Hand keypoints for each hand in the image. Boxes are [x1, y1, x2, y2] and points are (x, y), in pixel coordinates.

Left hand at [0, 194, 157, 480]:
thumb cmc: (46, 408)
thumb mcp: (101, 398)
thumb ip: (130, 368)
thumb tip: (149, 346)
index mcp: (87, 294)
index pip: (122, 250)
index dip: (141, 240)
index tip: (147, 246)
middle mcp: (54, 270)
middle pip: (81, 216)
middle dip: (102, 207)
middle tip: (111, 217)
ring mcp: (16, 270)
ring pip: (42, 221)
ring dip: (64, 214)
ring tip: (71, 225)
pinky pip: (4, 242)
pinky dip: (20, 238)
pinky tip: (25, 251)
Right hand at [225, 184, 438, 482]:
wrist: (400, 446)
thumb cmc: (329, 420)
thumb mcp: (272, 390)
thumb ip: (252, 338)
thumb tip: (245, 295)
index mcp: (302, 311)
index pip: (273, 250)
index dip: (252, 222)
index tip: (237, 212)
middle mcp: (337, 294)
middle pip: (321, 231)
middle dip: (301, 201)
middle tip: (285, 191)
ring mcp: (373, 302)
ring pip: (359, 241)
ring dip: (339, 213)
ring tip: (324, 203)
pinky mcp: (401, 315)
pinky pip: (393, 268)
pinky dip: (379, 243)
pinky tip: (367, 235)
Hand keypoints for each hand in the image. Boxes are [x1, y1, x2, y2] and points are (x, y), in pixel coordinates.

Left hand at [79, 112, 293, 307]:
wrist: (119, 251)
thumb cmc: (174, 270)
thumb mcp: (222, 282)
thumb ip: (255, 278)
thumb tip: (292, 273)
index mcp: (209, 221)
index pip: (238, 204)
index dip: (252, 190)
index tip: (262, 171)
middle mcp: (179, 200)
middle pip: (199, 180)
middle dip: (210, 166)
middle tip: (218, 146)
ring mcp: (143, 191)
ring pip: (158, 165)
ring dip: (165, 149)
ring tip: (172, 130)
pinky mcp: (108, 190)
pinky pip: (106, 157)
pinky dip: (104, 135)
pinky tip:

Work instruction
Exactly and only the lines from the one containing "pinky tip: (367, 235)" through the end of the material are to be reproduced, both ends included.

Response to this exercise
pinky tip: (367, 235)
Hand keypoints for each hand in the image. Boxes are [x1, y1, x2, y2] and points are (x, y), in pixel coordinates.

Left hand at [79, 112, 293, 307]:
wrist: (119, 251)
thumb cmc: (174, 270)
thumb mcp: (222, 282)
thumb ip: (255, 278)
thumb tip: (292, 273)
index mcp: (209, 221)
index pip: (238, 204)
index dip: (252, 190)
index tip: (262, 171)
middle mcp: (179, 200)
middle pip: (199, 180)
middle dip: (210, 166)
middle tip: (218, 146)
ring mcp: (143, 191)
ring pip: (158, 165)
ring dip: (165, 149)
ring tip: (172, 130)
pinky mcp: (108, 190)
pinky pip: (106, 157)
pinky dip: (104, 135)
pinky tip:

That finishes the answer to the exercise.